---- SOURCE MATERIAL

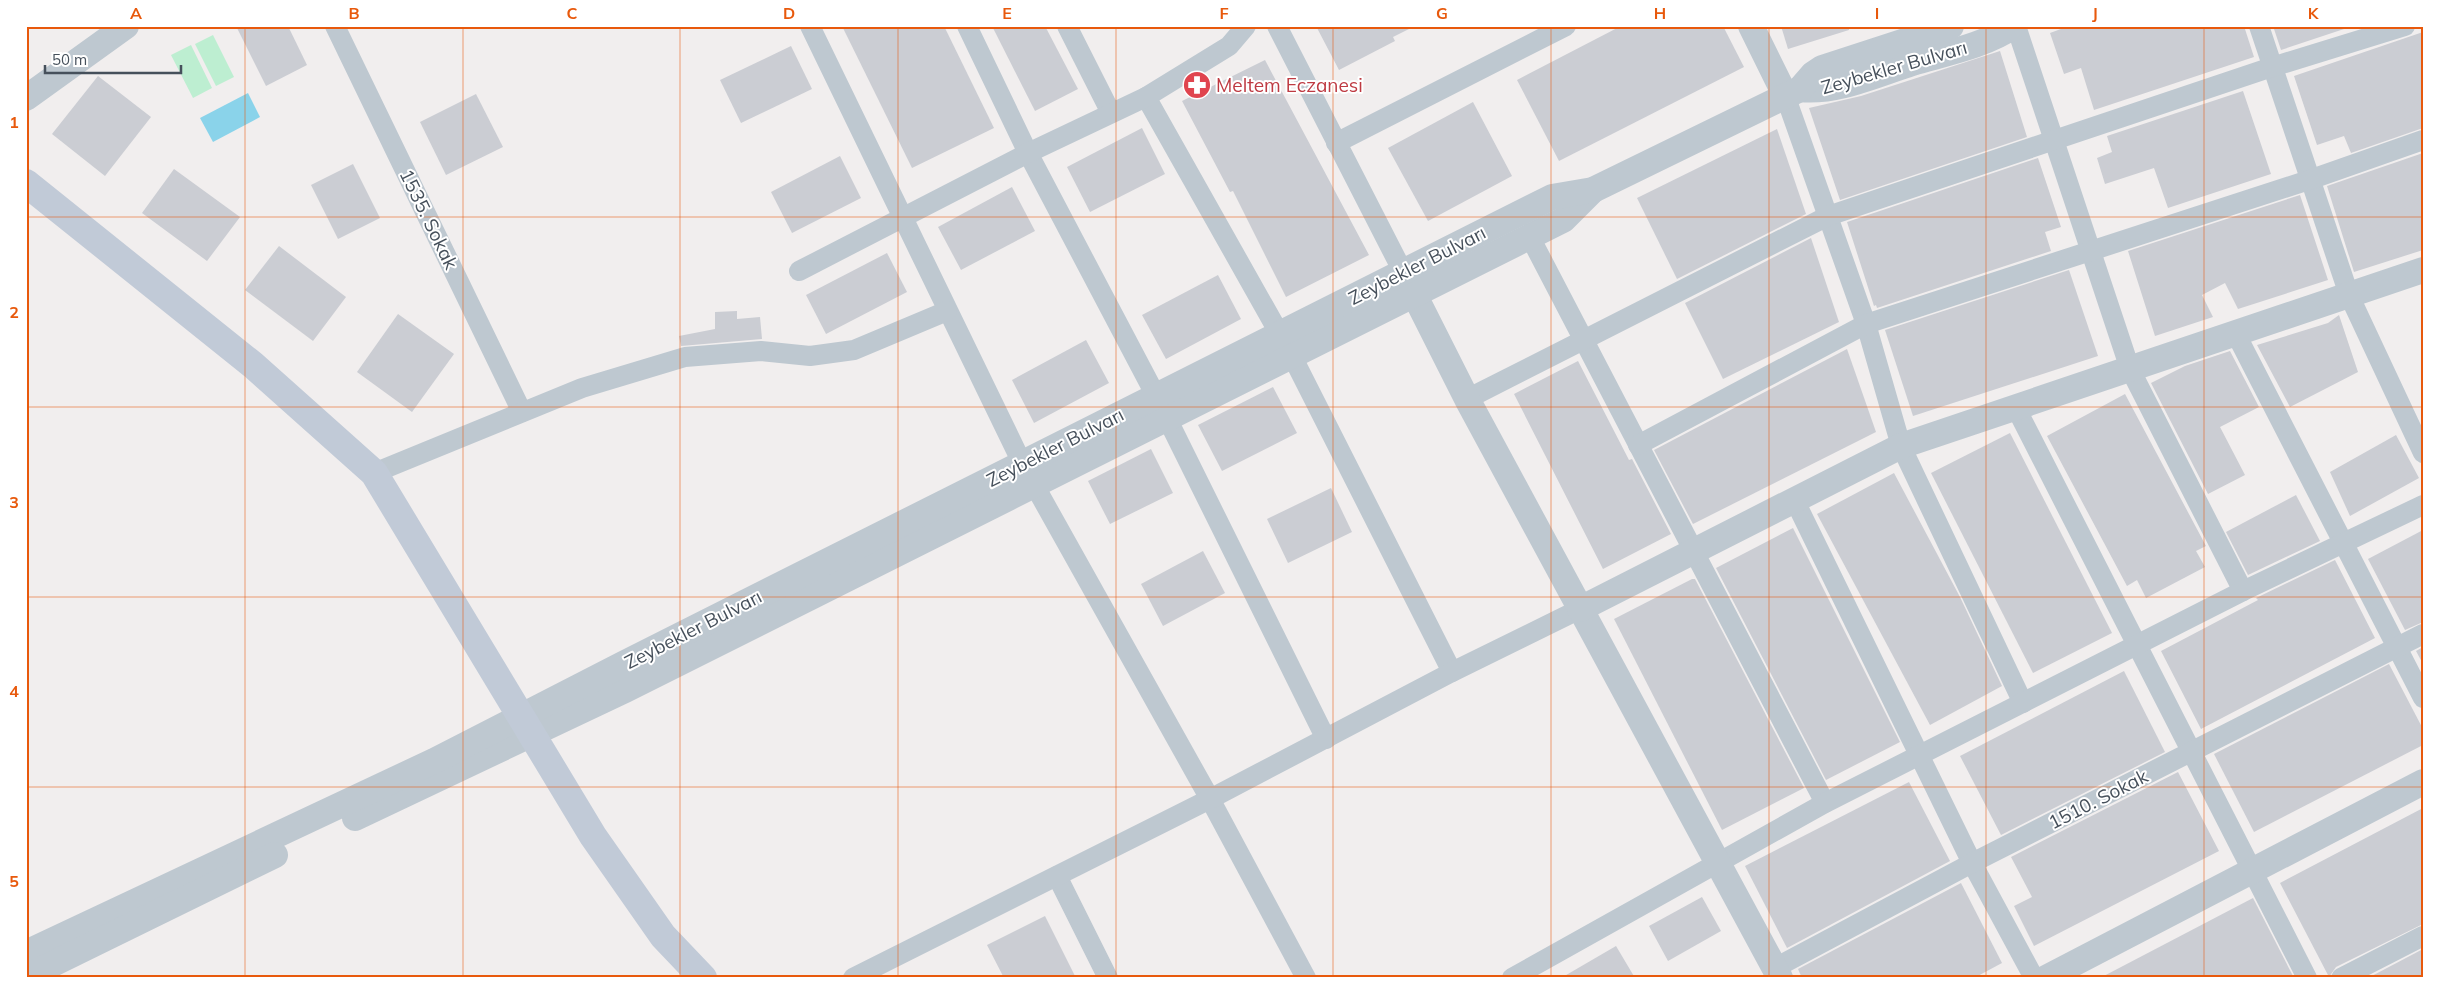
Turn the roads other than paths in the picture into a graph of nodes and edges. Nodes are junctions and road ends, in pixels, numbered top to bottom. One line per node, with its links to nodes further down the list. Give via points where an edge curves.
1 (126, 26): 19 (street)
2 (335, 26): 47 (street, 1535. Sokak)
3 (810, 26): 29 (street)
4 (966, 26): 24 (street)
5 (1067, 26): 20 (street)
6 (1246, 26): 15 (street)
7 (1268, 26): 15 (street)
8 (1277, 26): 23 (street)
9 (1566, 26): 23 (street)
10 (1752, 26): 17 (street)
11 (1951, 26): 17 (street, Zeybekler Bulvarı, via 1822,68)
12 (2015, 26): 17 (street, Zeybekler Bulvarı, via 1988,40 1849,82); 22 (street)
13 (2259, 26): 16 (street)
14 (2406, 26): 16 (street)
15 (1228, 46): 18 (street)
16 (2272, 67): 22 (street); 25 (street)
17 (1792, 92): 27 (street, Zeybekler Bulvarı); 28 (street)
18 (1146, 97): 20 (street); 39 (street)
19 (26, 98)
20 (1111, 113): 24 (street)
21 (2423, 140): 25 (street)
22 (2055, 141): 28 (street); 31 (street)
23 (1336, 142): 34 (street)
24 (1028, 153): 29 (street); 46 (street)
25 (2309, 180): 31 (street); 36 (street)
26 (26, 183): 52 (main road, via 253,365)
27 (1593, 190): 30 (street, Zeybekler Bulvarı, via 1563,220); 34 (street, Zeybekler Bulvarı, via 1552,197)
28 (1828, 216): 38 (street); 41 (street)
29 (901, 217): 33 (street); 37 (street)
30 (1530, 237): 35 (street, Zeybekler Bulvarı); 41 (street)
31 (2090, 250): 38 (street); 43 (street)
32 (2423, 270): 36 (street)
33 (799, 271)
34 (1403, 272): 35 (street); 39 (street, Zeybekler Bulvarı)
35 (1415, 295): 42 (street, Zeybekler Bulvarı); 44 (street)
36 (2349, 295): 40 (street); 50 (street)
37 (948, 311): 47 (street, via 854,350 810,356 762,351 685,357 582,388); 51 (street)
38 (1866, 324): 48 (street); 49 (street)
39 (1280, 334): 42 (street); 46 (street, Zeybekler Bulvarı)
40 (2236, 334): 43 (street); 56 (street)
41 (1585, 340): 44 (street); 48 (street)
42 (1292, 356): 46 (street, Zeybekler Bulvarı); 64 (street)
43 (2130, 369): 45 (street); 58 (street)
44 (1467, 399): 60 (street)
45 (2015, 406): 49 (street); 62 (street)
46 (1161, 408): 51 (street, Zeybekler Bulvarı); 53 (street, Zeybekler Bulvarı); 68 (street)
47 (522, 412): 52 (street)
48 (1638, 445): 57 (street)
49 (1900, 446): 54 (street); 66 (street)
50 (2423, 453)
51 (1022, 463): 53 (street); 59 (street, Zeybekler Bulvarı)
52 (374, 472): 67 (main road)
53 (1034, 486): 59 (street, Zeybekler Bulvarı); 72 (street)
54 (1795, 501): 57 (street); 70 (street)
55 (2423, 505): 56 (street)
56 (2345, 544): 58 (street); 63 (street)
57 (1693, 553): 60 (street); 73 (street)
58 (2243, 591): 62 (street)
59 (767, 605): 67 (street, Zeybekler Bulvarı)
60 (1580, 609): 64 (street); 74 (street)
61 (2423, 634): 63 (street, 1510. Sokak)
62 (2136, 645): 66 (street); 69 (street)
63 (2396, 647): 65 (street); 69 (street, 1510. Sokak)
64 (1452, 672): 68 (street)
65 (2423, 698)
66 (2023, 703): 70 (street)
67 (526, 726): 79 (street, via 434,761); 82 (street, via 286,850); 83 (main road, via 593,836 663,936)
68 (1326, 739): 72 (street)
69 (2192, 751): 75 (street, 1510. Sokak); 76 (street)
70 (1919, 756): 73 (street); 75 (street)
71 (2423, 782): 76 (street)
72 (1210, 799): 77 (street); 86 (street)
73 (1825, 803): 74 (street)
74 (1719, 862): 80 (street); 87 (street)
75 (1972, 863): 80 (street, 1510. Sokak); 81 (street)
76 (2254, 871): 81 (street); 88 (street)
77 (1057, 876): 84 (street); 85 (street)
78 (2423, 936): 89 (street)
79 (26, 953)
80 (1777, 973)
81 (2048, 976)
82 (26, 977)
83 (702, 978)
84 (853, 978)
85 (1108, 978)
86 (1306, 978)
87 (1512, 978)
88 (2307, 978)
89 (2341, 978)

--------

§ **EXERCISE**
Say how many lines in the entries include the string "main", and write nothing besides that number.

§ **RESULT**
3